Should levels be low then it can be taken as a supplement the recommended daily dosage of iron is 8.7mg for males over 18 years, l14.8mg females 19 – 50 years, 8.7mg for women over 50 years. 

  • Iodine

Iodine supports thyroid hormone production, any disruption can cause slower hair growth. If iodine is needed it can be taken in the form of kelp tablets, the recommended daily dosage of iodine is 112 – 225 mcg. 

Amino acids

  • L-Methonine is one of four amino acids that contain sulfur. Sulphur is needed by the hair cells to support hair strength and growth. it promotes healthy connective tissue formation. 
  • L – Cystein is one of the four amino acids that contains Sulphur. High levels of this amino acid play a vital role in hair, nails and skin. Should a deficiency occur, hair loss may be an indicating factor.
  • L Lysine is one of the four amino acids that contributes to males pattern baldness should a deficiency occur. A typical Asian diet is rich in L – Lysine therefore affecting the 5 – alpha-reductase enzyme levels which reduces the effects of male pattern baldness.
  • L-Taurine is one of four amino acids, this is regarded as one of the most important for hair health. It is a building block for proteins such as keratin which is what hair fiber is made of. L – Taurine can be found naturally in fish and meat. A deficiency in L -Taurine can causes hair to lose its colour, keratin strength and even result in hair loss.
  • Polyunsaturated fatty acids (PUFAs)

Fatty acids are vital nutrients essential for hair growth, thus finding low or non fat diets can result in hair loss as the lack of fat causes the skin and scalp to dry up. Bad fats can also encourage the production of DHT. DHT derives from testosterone, in large quantities it can attack the hair follicles, causing it to narrow and shrink which causes hair loss and or hair thinning. PUFA’S can be naturally found in walnuts, flax seed or fish oil, they play an important role in cell structure, barrier function, lipid synthesis, inflammation and immunity.

Complex carbohydrates

Complex carbohydrates play a major role in converting protein into the hair cells that hair is formed from. They provide the energy in which is needed as hair is the second fastest growing cells in the body. Hair is regarded as a non-priority organ, so should carbohydrate levels drop the hair is fed last as it’s not seen as a priority and this may show externally by a premature shedding of hair. 

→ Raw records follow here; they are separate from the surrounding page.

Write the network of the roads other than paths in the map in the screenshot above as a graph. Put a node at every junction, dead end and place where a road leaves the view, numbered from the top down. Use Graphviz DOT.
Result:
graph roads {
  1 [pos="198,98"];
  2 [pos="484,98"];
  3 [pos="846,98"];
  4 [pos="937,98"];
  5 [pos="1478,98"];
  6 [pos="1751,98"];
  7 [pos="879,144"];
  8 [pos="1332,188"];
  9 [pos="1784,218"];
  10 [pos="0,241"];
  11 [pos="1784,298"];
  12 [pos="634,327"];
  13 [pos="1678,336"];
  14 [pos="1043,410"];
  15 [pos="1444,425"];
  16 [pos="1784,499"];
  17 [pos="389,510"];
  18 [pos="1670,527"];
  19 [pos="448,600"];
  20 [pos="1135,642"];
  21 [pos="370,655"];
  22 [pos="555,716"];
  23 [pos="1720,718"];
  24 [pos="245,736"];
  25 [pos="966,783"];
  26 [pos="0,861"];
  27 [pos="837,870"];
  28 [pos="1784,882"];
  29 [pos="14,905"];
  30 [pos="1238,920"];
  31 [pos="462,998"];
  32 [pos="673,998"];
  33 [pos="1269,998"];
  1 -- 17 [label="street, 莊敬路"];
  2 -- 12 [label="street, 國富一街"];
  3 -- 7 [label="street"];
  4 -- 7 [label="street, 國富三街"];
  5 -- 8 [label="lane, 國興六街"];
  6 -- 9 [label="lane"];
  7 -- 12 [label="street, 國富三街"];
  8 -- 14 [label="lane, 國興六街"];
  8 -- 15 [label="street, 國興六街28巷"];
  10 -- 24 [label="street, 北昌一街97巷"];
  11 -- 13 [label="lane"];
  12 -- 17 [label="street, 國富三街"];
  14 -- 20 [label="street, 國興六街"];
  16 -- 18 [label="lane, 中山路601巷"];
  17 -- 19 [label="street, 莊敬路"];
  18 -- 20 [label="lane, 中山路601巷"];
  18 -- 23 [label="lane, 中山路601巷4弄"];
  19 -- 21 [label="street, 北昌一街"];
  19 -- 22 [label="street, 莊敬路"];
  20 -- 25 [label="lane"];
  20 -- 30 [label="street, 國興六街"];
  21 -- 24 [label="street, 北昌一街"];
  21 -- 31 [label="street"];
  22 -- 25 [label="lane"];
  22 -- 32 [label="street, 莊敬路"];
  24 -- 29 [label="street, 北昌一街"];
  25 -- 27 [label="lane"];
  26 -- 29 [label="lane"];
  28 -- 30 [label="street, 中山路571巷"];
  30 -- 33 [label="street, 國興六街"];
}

Prolonged lack of carbohydrates may result in the body converting stored proteins such as muscle into energy, which causes stress on the kidneys and liver which can also result in hair loss. 

Complex carbohydrates can be found naturally in; baked beans, whole grain cereal, peas, parsnips, Jacket potatoes, barley, oatmeal, brown rice, pasta, legumes, fresh fruit. 

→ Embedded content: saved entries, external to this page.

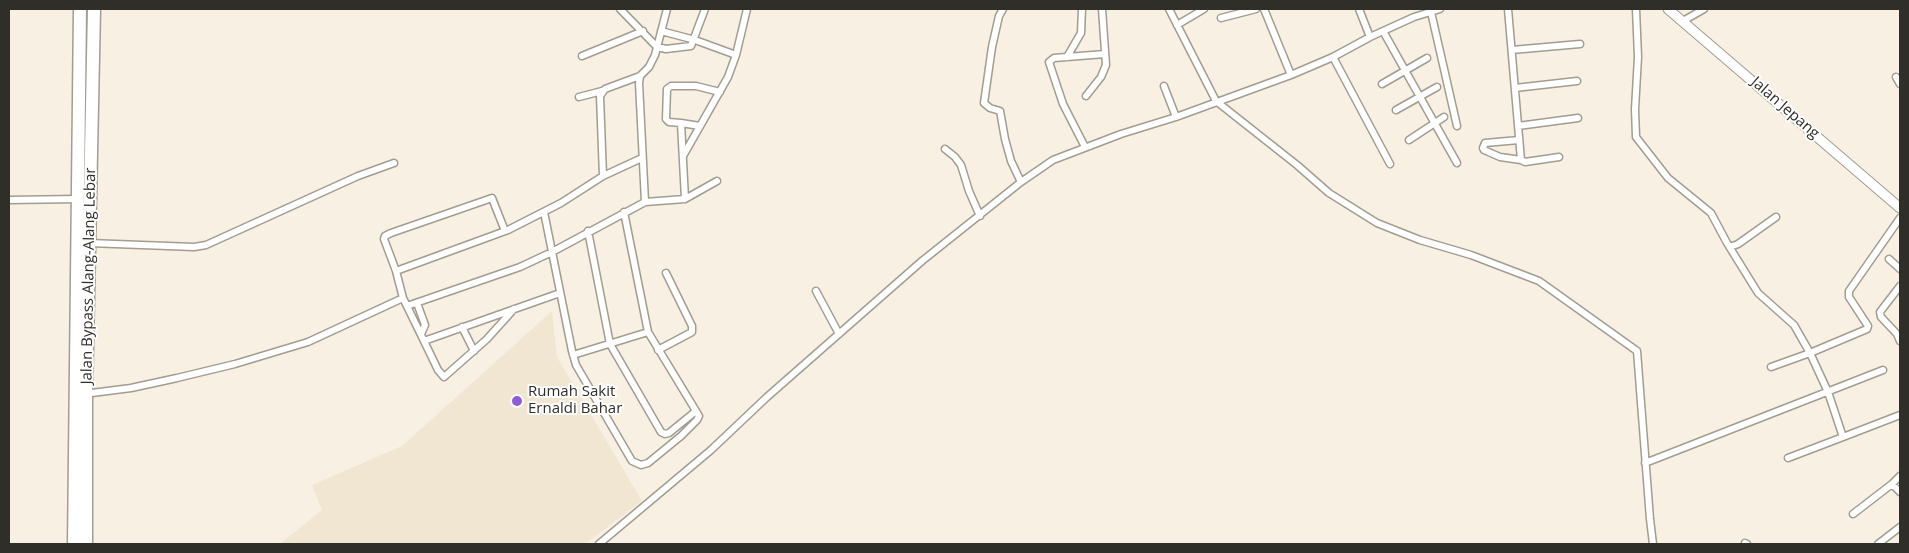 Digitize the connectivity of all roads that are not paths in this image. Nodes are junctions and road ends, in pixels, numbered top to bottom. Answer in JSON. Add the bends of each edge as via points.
{"nodes":[{"id":1,"x":80,"y":9,"type":"edge"},
{"id":2,"x":94,"y":9,"type":"edge"},
{"id":3,"x":667,"y":9,"type":"edge"},
{"id":4,"x":705,"y":9,"type":"edge"},
{"id":5,"x":747,"y":9,"type":"edge"},
{"id":6,"x":1003,"y":9,"type":"edge"},
{"id":7,"x":1082,"y":9,"type":"edge"},
{"id":8,"x":1102,"y":9,"type":"edge"},
{"id":9,"x":1169,"y":9,"type":"edge"},
{"id":10,"x":1204,"y":9,"type":"edge"},
{"id":11,"x":1256,"y":9,"type":"edge"},
{"id":12,"x":1264,"y":9,"type":"edge"},
{"id":13,"x":1359,"y":9,"type":"edge"},
{"id":14,"x":1440,"y":9,"type":"edge"},
{"id":15,"x":1508,"y":9,"type":"edge"},
{"id":16,"x":1636,"y":9,"type":"edge"},
{"id":17,"x":1668,"y":9,"type":"edge"},
{"id":18,"x":1704,"y":9,"type":"edge"},
{"id":19,"x":623,"y":10,"type":"edge"},
{"id":20,"x":1431,"y":12,"type":"junction"},
{"id":21,"x":1221,"y":18,"type":"dead end"},
{"id":22,"x":1684,"y":21,"type":"junction"},
{"id":23,"x":1177,"y":25,"type":"junction"},
{"id":24,"x":643,"y":31,"type":"junction"},
{"id":25,"x":662,"y":31,"type":"junction"},
{"id":26,"x":1383,"y":31,"type":"junction"},
{"id":27,"x":1370,"y":37,"type":"junction"},
{"id":28,"x":695,"y":40,"type":"junction"},
{"id":29,"x":1580,"y":44,"type":"dead end"},
{"id":30,"x":657,"y":47,"type":"junction"},
{"id":31,"x":1512,"y":50,"type":"junction"},
{"id":32,"x":1105,"y":54,"type":"junction"},
{"id":33,"x":736,"y":55,"type":"junction"},
{"id":34,"x":582,"y":56,"type":"dead end"},
{"id":35,"x":1067,"y":57,"type":"junction"},
{"id":36,"x":1333,"y":57,"type":"junction"},
{"id":37,"x":1426,"y":58,"type":"dead end"},
{"id":38,"x":1405,"y":71,"type":"junction"},
{"id":39,"x":1291,"y":75,"type":"junction"},
{"id":40,"x":640,"y":76,"type":"junction"},
{"id":41,"x":1896,"y":77,"type":"dead end"},
{"id":42,"x":1577,"y":81,"type":"dead end"},
{"id":43,"x":1382,"y":84,"type":"dead end"},
{"id":44,"x":1900,"y":84,"type":"edge"},
{"id":45,"x":1164,"y":86,"type":"dead end"},
{"id":46,"x":1437,"y":87,"type":"dead end"},
{"id":47,"x":1515,"y":88,"type":"junction"},
{"id":48,"x":602,"y":91,"type":"junction"},
{"id":49,"x":720,"y":92,"type":"junction"},
{"id":50,"x":1086,"y":96,"type":"dead end"},
{"id":51,"x":579,"y":97,"type":"dead end"},
{"id":52,"x":1420,"y":97,"type":"junction"},
{"id":53,"x":1216,"y":102,"type":"junction"},
{"id":54,"x":1396,"y":110,"type":"dead end"},
{"id":55,"x":1176,"y":117,"type":"junction"},
{"id":56,"x":1444,"y":117,"type":"dead end"},
{"id":57,"x":1578,"y":118,"type":"dead end"},
{"id":58,"x":681,"y":123,"type":"junction"},
{"id":59,"x":1435,"y":124,"type":"junction"},
{"id":60,"x":700,"y":126,"type":"junction"},
{"id":61,"x":1457,"y":126,"type":"dead end"},
{"id":62,"x":1518,"y":126,"type":"junction"},
{"id":63,"x":1409,"y":140,"type":"dead end"},
{"id":64,"x":1519,"y":140,"type":"junction"},
{"id":65,"x":1085,"y":147,"type":"junction"},
{"id":66,"x":945,"y":149,"type":"dead end"},
{"id":67,"x":683,"y":157,"type":"junction"},
{"id":68,"x":1559,"y":157,"type":"dead end"},
{"id":69,"x":642,"y":158,"type":"junction"},
{"id":70,"x":1521,"y":160,"type":"junction"},
{"id":71,"x":394,"y":163,"type":"dead end"},
{"id":72,"x":1390,"y":164,"type":"dead end"},
{"id":73,"x":1456,"y":164,"type":"dead end"},
{"id":74,"x":603,"y":176,"type":"junction"},
{"id":75,"x":717,"y":181,"type":"dead end"},
{"id":76,"x":1021,"y":182,"type":"junction"},
{"id":77,"x":78,"y":199,"type":"junction"},
{"id":78,"x":685,"y":199,"type":"junction"},
{"id":79,"x":9,"y":200,"type":"edge"},
{"id":80,"x":645,"y":202,"type":"junction"},
{"id":81,"x":1900,"y":208,"type":"edge"},
{"id":82,"x":544,"y":212,"type":"junction"},
{"id":83,"x":624,"y":212,"type":"junction"},
{"id":84,"x":980,"y":216,"type":"junction"},
{"id":85,"x":1776,"y":217,"type":"dead end"},
{"id":86,"x":1900,"y":218,"type":"edge"},
{"id":87,"x":505,"y":231,"type":"junction"},
{"id":88,"x":588,"y":231,"type":"junction"},
{"id":89,"x":89,"y":243,"type":"junction"},
{"id":90,"x":1730,"y":247,"type":"junction"},
{"id":91,"x":552,"y":252,"type":"junction"},
{"id":92,"x":1889,"y":259,"type":"dead end"},
{"id":93,"x":1900,"y":269,"type":"edge"},
{"id":94,"x":396,"y":271,"type":"junction"},
{"id":95,"x":666,"y":273,"type":"dead end"},
{"id":96,"x":1900,"y":286,"type":"edge"},
{"id":97,"x":816,"y":291,"type":"dead end"},
{"id":98,"x":560,"y":292,"type":"junction"},
{"id":99,"x":403,"y":298,"type":"junction"},
{"id":100,"x":417,"y":303,"type":"junction"},
{"id":101,"x":408,"y":306,"type":"junction"},
{"id":102,"x":515,"y":308,"type":"junction"},
{"id":103,"x":462,"y":327,"type":"junction"},
{"id":104,"x":648,"y":332,"type":"junction"},
{"id":105,"x":839,"y":334,"type":"junction"},
{"id":106,"x":1899,"y":336,"type":"edge"},
{"id":107,"x":422,"y":337,"type":"junction"},
{"id":108,"x":610,"y":344,"type":"junction"},
{"id":109,"x":658,"y":350,"type":"junction"},
{"id":110,"x":474,"y":351,"type":"junction"},
{"id":111,"x":1810,"y":353,"type":"junction"},
{"id":112,"x":573,"y":355,"type":"junction"},
{"id":113,"x":1770,"y":367,"type":"dead end"},
{"id":114,"x":1884,"y":370,"type":"dead end"},
{"id":115,"x":1828,"y":392,"type":"junction"},
{"id":116,"x":81,"y":394,"type":"junction"},
{"id":117,"x":696,"y":411,"type":"junction"},
{"id":118,"x":1900,"y":415,"type":"edge"},
{"id":119,"x":1843,"y":437,"type":"junction"},
{"id":120,"x":1788,"y":458,"type":"dead end"},
{"id":121,"x":1646,"y":463,"type":"junction"},
{"id":122,"x":1900,"y":476,"type":"edge"},
{"id":123,"x":1892,"y":484,"type":"junction"},
{"id":124,"x":1900,"y":492,"type":"edge"},
{"id":125,"x":1853,"y":514,"type":"dead end"},
{"id":126,"x":1900,"y":527,"type":"edge"},
{"id":127,"x":74,"y":544,"type":"edge"},
{"id":128,"x":86,"y":544,"type":"edge"},
{"id":129,"x":598,"y":544,"type":"edge"},
{"id":130,"x":1654,"y":544,"type":"edge"},
{"id":131,"x":1878,"y":544,"type":"edge"}],
"edges":[{"from":1,"to":77,"type":"highway","name":"Jalan Bypass Alang-Alang Lebar"},
{"from":2,"to":89,"type":"highway","name":"Jalan Bypass Alang-Alang Lebar"},
{"from":3,"to":25,"type":"street"},
{"from":4,"to":28,"type":"street"},
{"from":5,"to":33,"type":"street"},
{"from":6,"to":76,"type":"street","via":[[992,47],[984,103],[1000,111],[1005,139]]},
{"from":7,"to":35,"type":"street","via":[[1081,33]]},
{"from":8,"to":32,"type":"street"},
{"from":9,"to":23,"type":"street"},
{"from":10,"to":23,"type":"street"},
{"from":11,"to":21,"type":"street"},
{"from":12,"to":39,"type":"street"},
{"from":13,"to":27,"type":"street"},
{"from":14,"to":20,"type":"street"},
{"from":15,"to":31,"type":"street"},
{"from":16,"to":90,"type":"street","via":[[1636,137],[1668,178],[1711,213]]},
{"from":17,"to":22,"type":"street","name":"Jalan Jepang"},
{"from":18,"to":22,"type":"street"},
{"from":19,"to":24,"type":"street"},
{"from":20,"to":26,"type":"street"},
{"from":20,"to":61,"type":"street"},
{"from":22,"to":81,"type":"street","name":"Jalan Jepang"},
{"from":23,"to":53,"type":"street"},
{"from":24,"to":30,"type":"street"},
{"from":24,"to":34,"type":"street"},
{"from":25,"to":28,"type":"street"},
{"from":25,"to":30,"type":"street"},
{"from":26,"to":27,"type":"street"},
{"from":26,"to":38,"type":"street"},
{"from":27,"to":36,"type":"street"},
{"from":28,"to":30,"type":"street","via":[[686,48]]},
{"from":28,"to":33,"type":"street"},
{"from":29,"to":31,"type":"street"},
{"from":30,"to":40,"type":"street","via":[[649,67]]},
{"from":31,"to":47,"type":"street"},
{"from":32,"to":35,"type":"street"},
{"from":32,"to":50,"type":"street","via":[[1106,65]]},
{"from":33,"to":49,"type":"street"},
{"from":35,"to":65,"type":"street","via":[[1051,60],[1049,67]]},
{"from":36,"to":39,"type":"street"},
{"from":36,"to":72,"type":"street"},
{"from":37,"to":38,"type":"street"},
{"from":38,"to":43,"type":"street"},
{"from":38,"to":52,"type":"street"},
{"from":39,"to":53,"type":"street"},
{"from":40,"to":48,"type":"street"},
{"from":40,"to":69,"type":"street"},
{"from":41,"to":44,"type":"street"},
{"from":42,"to":47,"type":"street"},
{"from":45,"to":55,"type":"street"},
{"from":46,"to":52,"type":"street"},
{"from":47,"to":62,"type":"street"},
{"from":48,"to":51,"type":"street"},
{"from":48,"to":74,"type":"street"},
{"from":49,"to":58,"type":"street","via":[[696,86],[671,86],[667,89],[666,119]]},
{"from":49,"to":60,"type":"street"},
{"from":52,"to":54,"type":"street"},
{"from":52,"to":59,"type":"street"},
{"from":53,"to":55,"type":"street"},
{"from":53,"to":121,"type":"street","via":[[1352,209],[1420,240],[1539,281],[1637,351]]},
{"from":55,"to":65,"type":"street"},
{"from":56,"to":59,"type":"street"},
{"from":57,"to":62,"type":"street"},
{"from":58,"to":60,"type":"street"},
{"from":58,"to":67,"type":"street"},
{"from":59,"to":63,"type":"street"},
{"from":59,"to":73,"type":"street"},
{"from":60,"to":67,"type":"street"},
{"from":62,"to":64,"type":"street"},
{"from":64,"to":70,"type":"street"},
{"from":64,"to":70,"type":"street","via":[[1485,143],[1483,148],[1500,157]]},
{"from":65,"to":76,"type":"street","via":[[1052,160]]},
{"from":66,"to":84,"type":"street","via":[[960,165]]},
{"from":67,"to":78,"type":"street"},
{"from":68,"to":70,"type":"street"},
{"from":69,"to":74,"type":"street"},
{"from":69,"to":80,"type":"street"},
{"from":71,"to":89,"type":"street","via":[[206,245]]},
{"from":74,"to":82,"type":"street"},
{"from":75,"to":78,"type":"street"},
{"from":76,"to":84,"type":"street"},
{"from":77,"to":79,"type":"street"},
{"from":77,"to":116,"type":"highway","name":"Jalan Bypass Alang-Alang Lebar"},
{"from":78,"to":80,"type":"street"},
{"from":80,"to":83,"type":"street"},
{"from":82,"to":87,"type":"street"},
{"from":82,"to":91,"type":"street"},
{"from":83,"to":88,"type":"street"},
{"from":83,"to":104,"type":"street"},
{"from":84,"to":105,"type":"street","via":[[922,261]]},
{"from":85,"to":90,"type":"street"},
{"from":86,"to":111,"type":"street","via":[[1849,291],[1849,298],[1867,328]]},
{"from":87,"to":94,"type":"street"},
{"from":87,"to":94,"type":"street","via":[[492,198],[391,233],[384,239]]},
{"from":88,"to":91,"type":"street"},
{"from":88,"to":108,"type":"street"},
{"from":89,"to":116,"type":"highway","name":"Jalan Bypass Alang-Alang Lebar"},
{"from":90,"to":111,"type":"street","via":[[1758,293],[1794,325]]},
{"from":91,"to":98,"type":"street"},
{"from":91,"to":100,"type":"street","via":[[520,267]]},
{"from":92,"to":93,"type":"street"},
{"from":94,"to":99,"type":"street"},
{"from":95,"to":109,"type":"street","via":[[692,332]]},
{"from":96,"to":106,"type":"street","via":[[1880,312]]},
{"from":97,"to":105,"type":"street"},
{"from":98,"to":102,"type":"street"},
{"from":98,"to":112,"type":"street"},
{"from":99,"to":101,"type":"street"},
{"from":99,"to":116,"type":"street","via":[[316,338],[235,364],[131,388]]},
{"from":100,"to":101,"type":"street"},
{"from":100,"to":107,"type":"street","via":[[425,325]]},
{"from":101,"to":107,"type":"street"},
{"from":102,"to":103,"type":"street"},
{"from":102,"to":110,"type":"street"},
{"from":103,"to":107,"type":"street"},
{"from":103,"to":110,"type":"street"},
{"from":104,"to":108,"type":"street"},
{"from":104,"to":109,"type":"street"},
{"from":105,"to":129,"type":"street","via":[[711,450]]},
{"from":107,"to":110,"type":"street","via":[[444,376]]},
{"from":108,"to":112,"type":"street"},
{"from":108,"to":117,"type":"street","via":[[661,432],[669,433]]},
{"from":109,"to":117,"type":"street"},
{"from":111,"to":113,"type":"street"},
{"from":111,"to":115,"type":"street"},
{"from":112,"to":117,"type":"street","via":[[632,461],[637,464],[648,463],[681,436],[698,420]]},
{"from":114,"to":115,"type":"street"},
{"from":115,"to":119,"type":"street"},
{"from":115,"to":121,"type":"street"},
{"from":116,"to":127,"type":"highway","name":"Jalan Bypass Alang-Alang Lebar"},
{"from":116,"to":128,"type":"highway","name":"Jalan Bypass Alang-Alang Lebar"},
{"from":118,"to":119,"type":"street"},
{"from":119,"to":120,"type":"street"},
{"from":121,"to":130,"type":"street"},
{"from":122,"to":123,"type":"street"},
{"from":123,"to":124,"type":"street"},
{"from":123,"to":125,"type":"street"},
{"from":126,"to":131,"type":"street"}]}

Once consumed energy to hair cells drops 4 hrs after eating, regular snacking on complex carbohydrates in between meals will sustain energy levels. 

Ageing Effects

Aging is an inevitable process in which our bodies functions start to slow down in their processing and the body begins to become undernourished. Hair then becomes may change in colour, structure and density. It is important to get regular checks to maintain healthy levels use supplements where needed and gain nutrients from foods which have been suggested within this essay for optimal hair health. Water is also essential for a healthy body as it quenches thirsts and aids the digestion of food.  Superfoods may be effective in the control of biological aging. Items such as blueberries, broccoli, sprouts, garlic, ginger, super green mixes or medicinal herbs are all beneficial to health.

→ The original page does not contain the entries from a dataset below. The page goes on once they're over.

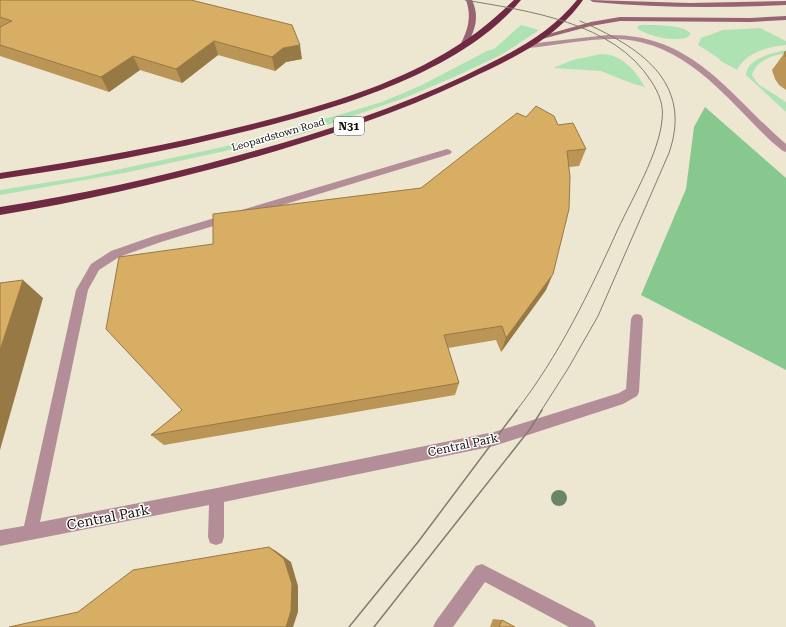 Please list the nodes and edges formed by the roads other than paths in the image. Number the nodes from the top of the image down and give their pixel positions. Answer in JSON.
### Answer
{"nodes":[{"id":1,"x":469,"y":0,"type":"edge"},
{"id":2,"x":518,"y":0,"type":"edge"},
{"id":3,"x":580,"y":0,"type":"edge"},
{"id":4,"x":592,"y":0,"type":"edge"},
{"id":5,"x":656,"y":0,"type":"edge"},
{"id":6,"x":786,"y":3,"type":"edge"},
{"id":7,"x":672,"y":5,"type":"junction"},
{"id":8,"x":786,"y":18,"type":"edge"},
{"id":9,"x":542,"y":37,"type":"junction"},
{"id":10,"x":464,"y":44,"type":"junction"},
{"id":11,"x":528,"y":46,"type":"junction"},
{"id":12,"x":786,"y":149,"type":"edge"},
{"id":13,"x":447,"y":152,"type":"dead end"},
{"id":14,"x":0,"y":176,"type":"edge"},
{"id":15,"x":0,"y":211,"type":"edge"},
{"id":16,"x":638,"y":319,"type":"dead end"},
{"id":17,"x":217,"y":496,"type":"junction"},
{"id":18,"x":30,"y":532,"type":"junction"},
{"id":19,"x":216,"y":537,"type":"dead end"},
{"id":20,"x":0,"y":538,"type":"edge"},
{"id":21,"x":442,"y":627,"type":"edge"},
{"id":22,"x":587,"y":627,"type":"edge"}],
"edges":[{"from":1,"to":10,"type":"main road"},
{"from":2,"to":10,"type":"highway","name":"Leopardstown Road","number":"N31"},
{"from":3,"to":9,"type":"highway","name":"Leopardstown Road","number":"N31"},
{"from":4,"to":7,"type":"main road"},
{"from":5,"to":7,"type":"main road"},
{"from":6,"to":7,"type":"main road"},
{"from":8,"to":9,"type":"main road"},
{"from":9,"to":11,"type":"highway","name":"Leopardstown Road","number":"N31"},
{"from":10,"to":14,"type":"highway","name":"Leopardstown Road","number":"N31"},
{"from":11,"to":12,"type":"street"},
{"from":11,"to":15,"type":"highway","name":"Leopardstown Road","number":"N31"},
{"from":13,"to":18,"type":"street"},
{"from":16,"to":17,"type":"street","name":"Central Park"},
{"from":17,"to":18,"type":"street","name":"Central Park"},
{"from":17,"to":19,"type":"street"},
{"from":18,"to":20,"type":"street","name":"Central Park"},
{"from":21,"to":22,"type":"street"}]}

Water – is important in general bodily health and potentially good hair health. Water quenches thirst and aids food digestion.

Treatment and Prognosis

A blood test combined with a clinical hair examination and questioning will ascertain which nutrients are deficient. It is a case of replacing those deficient to the levels in which they will function correctly. Once the optimal levels have been reached, the hair loss will cease, hair growth restored to normal functioning, hair will gain back it’s lutre, thicken and regain its strength. Should these levels relapse the hair loss, hair thinning, dull, dry or weakend hair will reoccur.